- **Instructions to follow**
Please tell how many of the lines below contain "fabs", using only a number.

- **Extracted records**
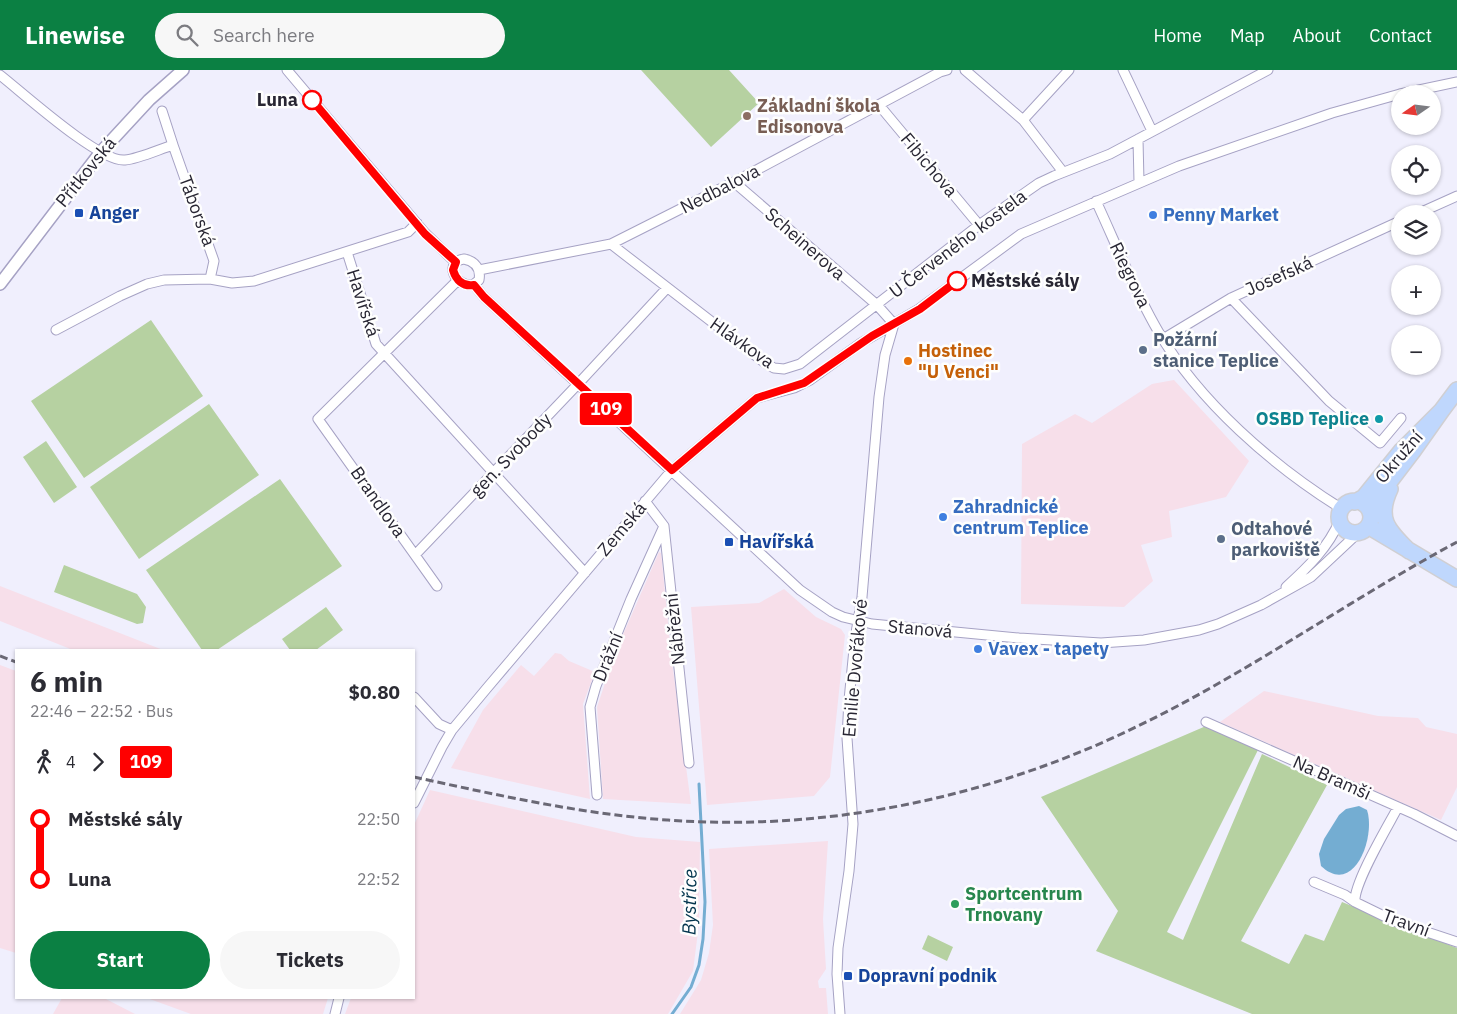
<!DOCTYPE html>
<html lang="en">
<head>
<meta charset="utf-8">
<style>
	body { margin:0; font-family:"IBM Plex Sans",sans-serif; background:#f7f7f7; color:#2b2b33; height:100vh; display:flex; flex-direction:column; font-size:19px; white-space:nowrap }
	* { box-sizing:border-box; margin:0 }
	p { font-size:16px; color:#7c7c81 }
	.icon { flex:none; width:28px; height:28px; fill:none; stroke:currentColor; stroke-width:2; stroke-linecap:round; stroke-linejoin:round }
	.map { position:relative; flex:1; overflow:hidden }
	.details { position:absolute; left:15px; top:579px; width:400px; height:350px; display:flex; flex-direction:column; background:#fff; border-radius:0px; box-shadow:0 1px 4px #0004 }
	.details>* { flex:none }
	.badge { padding:0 10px; border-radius:4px; font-size:18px; line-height:32px }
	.needle { width:32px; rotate:256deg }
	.fabs { position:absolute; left:1391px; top:15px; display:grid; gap:10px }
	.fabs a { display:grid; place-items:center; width:50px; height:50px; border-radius:50%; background:#fff; box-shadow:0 1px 4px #0004; font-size:25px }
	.map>.badge { position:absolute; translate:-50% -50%; box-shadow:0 0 0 2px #fff }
	.legs { display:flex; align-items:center; gap:8px; height:55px; padding:0 15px; font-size:16px }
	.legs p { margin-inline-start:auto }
	.headline { display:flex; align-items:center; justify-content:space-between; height:85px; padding:0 15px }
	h1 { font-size:28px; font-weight:800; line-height:38px }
	.button { display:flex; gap:10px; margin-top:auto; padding:10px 15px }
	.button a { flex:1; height:58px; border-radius:30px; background:#0b8043; color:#fff; font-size:20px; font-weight:800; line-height:58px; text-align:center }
	.button a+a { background:#f7f7f7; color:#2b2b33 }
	ul { padding:0 15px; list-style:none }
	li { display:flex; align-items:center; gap:18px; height:60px; font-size:19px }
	li i { display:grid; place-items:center; width:8px; height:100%; margin:0 6px; background:currentColor }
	li i::after { content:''; width:12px; height:12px; margin:-6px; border:4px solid; border-radius:50%; background:#fff }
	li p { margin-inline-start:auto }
	li:first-child i { background:linear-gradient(#0000 50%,currentColor 0) }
	li:last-child i { background:linear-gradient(currentColor 50%,#0000 0) }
	header { display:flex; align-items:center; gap:30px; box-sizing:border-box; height:70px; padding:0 25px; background:#0b8043; color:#fff }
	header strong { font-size:24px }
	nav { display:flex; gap:28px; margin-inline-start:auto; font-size:18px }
	.search { width:350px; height:45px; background:#f7f7f7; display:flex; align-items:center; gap:12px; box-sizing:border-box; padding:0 18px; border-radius:28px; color:#7c7c81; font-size:19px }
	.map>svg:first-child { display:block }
	.industrial { fill:#f7dfea }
	.green { fill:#b6d1a1 }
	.water { fill:#74add2 }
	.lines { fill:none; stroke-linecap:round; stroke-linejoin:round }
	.stream { stroke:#74add2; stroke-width:3 }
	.minor-casing { stroke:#a6a2c4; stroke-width:11 }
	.tertiary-casing { stroke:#a6a2c4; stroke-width:14 }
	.primary-casing { stroke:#d0cfd2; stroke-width:18 }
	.minor { stroke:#fff; stroke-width:9 }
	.tertiary { stroke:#fff; stroke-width:11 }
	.primary { stroke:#bfd7fd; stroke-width:15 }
	.rail { stroke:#6a6875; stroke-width:3; stroke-dasharray:8 4; stroke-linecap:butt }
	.line-1-casing { stroke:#fff; stroke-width:11 }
	.line-1 { stroke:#f00; stroke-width:8 }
	.stop-1-dot { fill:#fff; stroke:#f00; stroke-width:2.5 }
	.education-dot { fill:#8d6e63; stroke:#fefefe; stroke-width:2 }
	.transit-dot { fill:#1a4fb4; stroke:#fefefe; stroke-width:2 }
	.shop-dot { fill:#3f7fe0; stroke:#fefefe; stroke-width:2 }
	.service-dot { fill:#5c6f8a; stroke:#fefefe; stroke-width:2 }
	.food-dot { fill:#e8710a; stroke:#fefefe; stroke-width:2 }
	.culture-dot { fill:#0f9aa8; stroke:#fefefe; stroke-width:2 }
	.leisure-dot { fill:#2e9e5b; stroke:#fefefe; stroke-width:2 }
	.labels { text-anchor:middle; stroke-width:5; stroke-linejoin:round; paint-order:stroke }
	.stop-label { font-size:18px; font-weight:bold; fill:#282633; stroke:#fefefe; text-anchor:end }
	.education-label { font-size:18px; font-weight:bold; fill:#785e54; stroke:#fefefe; text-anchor:start }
	.street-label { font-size:18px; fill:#282633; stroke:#fefefe }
	.transit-label { font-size:18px; font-weight:bold; fill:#164399; stroke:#fefefe; text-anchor:start }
	.shop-label { font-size:18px; font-weight:bold; fill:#366cbe; stroke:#fefefe; text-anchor:start }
	.service-label { font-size:18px; font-weight:bold; fill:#4e5e75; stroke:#fefefe; text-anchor:start }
	.food-label { font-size:18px; font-weight:bold; fill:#c56008; stroke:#fefefe; text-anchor:start }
	.culture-label { font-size:18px; font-weight:bold; fill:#0d838f; stroke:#fefefe; text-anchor:end }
	.leisure-label { font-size:18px; font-weight:bold; fill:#27864d; stroke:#fefefe; text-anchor:start }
	.water-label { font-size:19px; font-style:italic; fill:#03354e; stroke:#fefefe }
</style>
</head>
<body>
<header>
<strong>Linewise</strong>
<div class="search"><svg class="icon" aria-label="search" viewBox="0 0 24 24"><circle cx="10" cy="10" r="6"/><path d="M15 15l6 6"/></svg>Search here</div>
<nav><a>Home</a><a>Map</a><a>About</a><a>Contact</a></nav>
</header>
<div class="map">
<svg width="1457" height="944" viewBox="0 0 1457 944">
	<rect width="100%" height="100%" fill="#f0effd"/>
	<!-- industrial -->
	<path class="industrial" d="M1174,310L1249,391L1226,427L1169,441L1172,467L1141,475L1153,511L1124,537L1021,534L1022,374L1075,344L1092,353L1152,314Z
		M659,482L661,483L672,592L691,734L603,729L597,637L615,583Z
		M0,516L163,580H73L0,551Z
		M784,519L816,547L841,559L845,565L830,707L814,726L707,735L691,537L759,533Z
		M555,583L561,584L569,591L595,602L583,634L590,729L451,698L483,640L521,595L534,606Z
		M0,595L16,601V883L0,878Z
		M1264,621L1378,646L1418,648L1426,657L1457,664V717L1441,750L1220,652Z
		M430,720L636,767L700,772L699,854L693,901L668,944H345L351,928H414V755Z
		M828,771L823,849L826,899L818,911L819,918H826L828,944H680L701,910L709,883L713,855L709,779Z
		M62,928H104L135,944H53Z
		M147,928H328L323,944H191Z"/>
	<!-- green -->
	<path class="green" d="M641,0H729L759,33L711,77Z
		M151,250L203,326L84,408L31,331Z
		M209,334L259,405L139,489L90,417Z
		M46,371L77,417L54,433L23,387Z
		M280,409L342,496L217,580H202L146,500Z
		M64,495L137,524L146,537L143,553L137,554L54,522Z
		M326,537L343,560L316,580H290L282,569Z
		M1206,656L1259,678L1167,862L1183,870L1262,684L1327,715L1241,871L1289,894L1305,864L1324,871L1342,832L1457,878V944H1252L1096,881L1118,841L1041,727Z
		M928,865L953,877L947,891L922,879Z"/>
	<!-- water -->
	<path class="water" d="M1359,736L1367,740C1376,767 1354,827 1321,796L1319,784L1324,769L1339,745L1346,739Z"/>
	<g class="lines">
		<!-- stream -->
		<path class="stream" d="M672,944L691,917L699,895L703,869L705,832L699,714"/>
		<!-- minor casing -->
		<g class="minor-casing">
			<path id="minor" d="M287,0L425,163L455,192
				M965,0L1023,50L1063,102
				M1123,0L1152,61
				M0,5C23,23 100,93 125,90C138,89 160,79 173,75L214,191L210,209
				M1400,24L1457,12
				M879,35L979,155
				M162,41L173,75
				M1023,50L1069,0
				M1138,69L1139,112
				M734,112L877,235L894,254
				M1096,131C1116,174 1134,220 1158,261C1199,332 1273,396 1342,439
				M1417,144L1457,126
				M611,174L765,293L774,298L784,299L800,294L979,155L1039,113L1054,106L1110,84L1268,0
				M347,182L376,274L585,503
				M464,189C475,191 481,199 479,210L473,215C455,217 443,192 464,189Z
				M479,200L611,174L734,112L940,2L947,0
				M474,215L484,227L800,520L832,542L843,547L872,554L1019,568L1101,573L1144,570L1199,560L1218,554L1261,535L1311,507L1358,463
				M1231,228L1329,331L1380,373L1401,348
				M56,260L120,226L147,214L164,210L210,209L232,213L254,211L408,162L417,153
				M1163,269L1231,228L1400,151
				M645,431L664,456L689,693
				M415,485L578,314L667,218
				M437,516L318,349L458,210
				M1286,517C1308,497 1328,478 1340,450
				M414,627L439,654L452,660
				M1206,652L1414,744L1457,766
				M597,725L590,637L596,616L631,529L664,456
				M414,733L442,677L452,660L487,618L672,400L757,328L794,318L810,310L861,273L919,239L1021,164L1179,96L1332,43L1400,24
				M1398,737C1388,756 1353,814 1355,832L1394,851L1457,872
				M1314,812L1345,825L1355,832
				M335,944L339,928
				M840,944L837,904L838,878L849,801L853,754L847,668L849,630L855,569L862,527L879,327L885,285L894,254"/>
		</g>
		<!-- tertiary casing -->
		<g class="tertiary-casing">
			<path id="tertiary" d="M0,214L100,83L149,30L183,0"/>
		</g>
		<!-- primary casing -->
		<g class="primary-casing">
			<path id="primary" d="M1442,340L1457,320
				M1390,419C1376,449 1388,460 1409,481
				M1339 447a16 16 0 1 1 32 0a16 16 0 1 1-32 0Z
				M1355,432L1364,427L1402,380L1442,340L1413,381L1378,427L1370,442
				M1368,456L1457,509"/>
		</g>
		<!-- minor -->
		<use href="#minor" class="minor"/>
		<!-- tertiary -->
		<use href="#tertiary" class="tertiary"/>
		<!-- primary -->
		<use href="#primary" class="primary"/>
		<!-- rail -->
		<path class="rail" d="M0,586L16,592
			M414,707C497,725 581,744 667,750C828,762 993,727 1138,656C1248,603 1349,530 1457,472"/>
	</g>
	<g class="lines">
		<!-- line-1 casing -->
		<g class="line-1-casing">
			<path id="line-1" d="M312,30L425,164L456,192L453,200C456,210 463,217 474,215L484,227L672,400L757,328L804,313L872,266L920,239L957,211"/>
		</g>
		<!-- line-1 -->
		<use href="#line-1" class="line-1"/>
	</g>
	<!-- markers -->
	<g class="stop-1-dot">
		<circle cx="312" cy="30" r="9"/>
		<circle cx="957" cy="211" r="9"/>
	</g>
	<circle class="education-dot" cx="747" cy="46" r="5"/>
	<g class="transit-dot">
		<rect x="74" y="138" width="10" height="10" rx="2.5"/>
		<rect x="724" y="467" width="10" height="10" rx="2.5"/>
		<rect x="843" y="901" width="10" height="10" rx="2.5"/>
	</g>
	<g class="shop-dot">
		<circle cx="1153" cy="145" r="5"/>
		<circle cx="943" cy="447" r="5"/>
		<circle cx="978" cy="579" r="5"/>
	</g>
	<g class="service-dot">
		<circle cx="1143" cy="280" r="5"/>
		<circle cx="1221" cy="469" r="5"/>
	</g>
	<circle class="food-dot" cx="908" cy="291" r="5"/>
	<circle class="culture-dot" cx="1379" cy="349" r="5"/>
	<circle class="leisure-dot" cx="955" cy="834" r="5"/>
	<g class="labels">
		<!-- stop labels -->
		<g class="stop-label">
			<text x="298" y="36">Luna</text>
			<text x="971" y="217" text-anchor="start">Městské sály</text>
		</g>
		<!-- education labels -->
		<g class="education-label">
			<text x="757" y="42">Základní škola<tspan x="757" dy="21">Edisonova</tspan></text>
		</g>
		<!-- street labels -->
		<g class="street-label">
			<text transform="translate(929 95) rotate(50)" y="6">Fibichova</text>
			<text transform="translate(86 102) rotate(-51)" y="6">Přítkovská</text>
			<text transform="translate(720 119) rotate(-27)" y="6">Nedbalova</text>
			<text transform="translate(197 141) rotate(70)" y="6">Táborská</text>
			<text transform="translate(805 174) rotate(41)" y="6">Scheinerova</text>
			<text transform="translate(958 174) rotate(-37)" y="6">U Červeného kostela</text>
			<text transform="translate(1130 205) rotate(64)" y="6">Riegrova</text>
			<text transform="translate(1279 206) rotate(-24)" y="6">Josefská</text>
			<text transform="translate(363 233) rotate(72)" y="6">Havířská</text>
			<text transform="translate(742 273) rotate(35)" y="6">Hlávkova</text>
			<text transform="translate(511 385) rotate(-46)" y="6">gen. Svobody</text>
			<text transform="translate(1399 387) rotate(-49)" y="6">Okružní</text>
			<text transform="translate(378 432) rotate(55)" y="6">Brandlova</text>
			<text transform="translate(622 459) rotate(-50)" y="6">Zemská</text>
			<text transform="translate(675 559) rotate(-96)" y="6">Nábřežní</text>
			<text transform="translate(920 559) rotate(5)" y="6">Stanová</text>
			<text transform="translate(608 587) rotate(-68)" y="6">Drážní</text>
			<text transform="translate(855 598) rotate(-85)" y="6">Emilie Dvořákové</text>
			<text transform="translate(1332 708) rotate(24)" y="6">Na Bramši</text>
			<text transform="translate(1406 853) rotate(20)" y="6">Travní</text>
		</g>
		<!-- transit labels -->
		<g class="transit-label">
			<text x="89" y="149">Anger</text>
			<text x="739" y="478">Havířská</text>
			<text x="858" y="912">Dopravní podnik</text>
		</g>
		<!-- shop labels -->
		<g class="shop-label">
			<text x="1163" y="151">Penny Market</text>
			<text x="953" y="443">Zahradnické<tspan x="953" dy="21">centrum Teplice</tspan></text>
			<text x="988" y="585">Vavex - tapety</text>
		</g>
		<!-- service labels -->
		<g class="service-label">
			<text x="1153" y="276">Požární<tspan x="1153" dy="21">stanice Teplice</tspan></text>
			<text x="1231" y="465">Odtahové<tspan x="1231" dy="21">parkoviště</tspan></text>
		</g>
		<!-- food labels -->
		<g class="food-label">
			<text x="918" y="287">Hostinec<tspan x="918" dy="21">"U Venci"</tspan></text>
		</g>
		<!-- culture labels -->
		<g class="culture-label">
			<text x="1369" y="355">OSBD Teplice</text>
		</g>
		<!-- leisure labels -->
		<g class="leisure-label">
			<text x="965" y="830">Sportcentrum<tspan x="965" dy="21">Trnovany</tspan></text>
		</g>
		<!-- water labels -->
		<g class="water-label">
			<text transform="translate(689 832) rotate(-89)" y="7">Bystřice</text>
		</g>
	</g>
</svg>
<div class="fabs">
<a><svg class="needle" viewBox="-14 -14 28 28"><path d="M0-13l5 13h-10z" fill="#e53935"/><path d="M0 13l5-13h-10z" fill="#7c7c81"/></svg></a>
<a><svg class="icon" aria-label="locate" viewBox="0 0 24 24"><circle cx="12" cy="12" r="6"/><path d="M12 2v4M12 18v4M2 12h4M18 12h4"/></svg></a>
<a><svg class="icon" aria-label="layers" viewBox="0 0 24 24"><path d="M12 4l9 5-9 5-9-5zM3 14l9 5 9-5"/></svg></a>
<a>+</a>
<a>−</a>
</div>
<b class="badge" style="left:606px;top:339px;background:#f00;color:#fff">109</b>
<section class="details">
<div class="headline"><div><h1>6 min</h1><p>22:46 – 22:52 · Bus</p></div><b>$0.80</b></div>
<div class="legs"><svg class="icon" aria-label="walk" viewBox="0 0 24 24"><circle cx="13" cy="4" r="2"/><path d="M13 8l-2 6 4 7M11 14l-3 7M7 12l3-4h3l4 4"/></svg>4<svg class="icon" aria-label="forward" viewBox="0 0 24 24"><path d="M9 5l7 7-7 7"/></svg><b class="badge" style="background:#f00;color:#fff">109</b></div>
<ul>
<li><i style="color:#f00"></i><b>Městské sály</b><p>22:50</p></li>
<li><i style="color:#f00"></i><b>Luna</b><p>22:52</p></li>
</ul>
<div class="button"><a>Start</a><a>Tickets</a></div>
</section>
</div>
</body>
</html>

- **Answer to this task**
3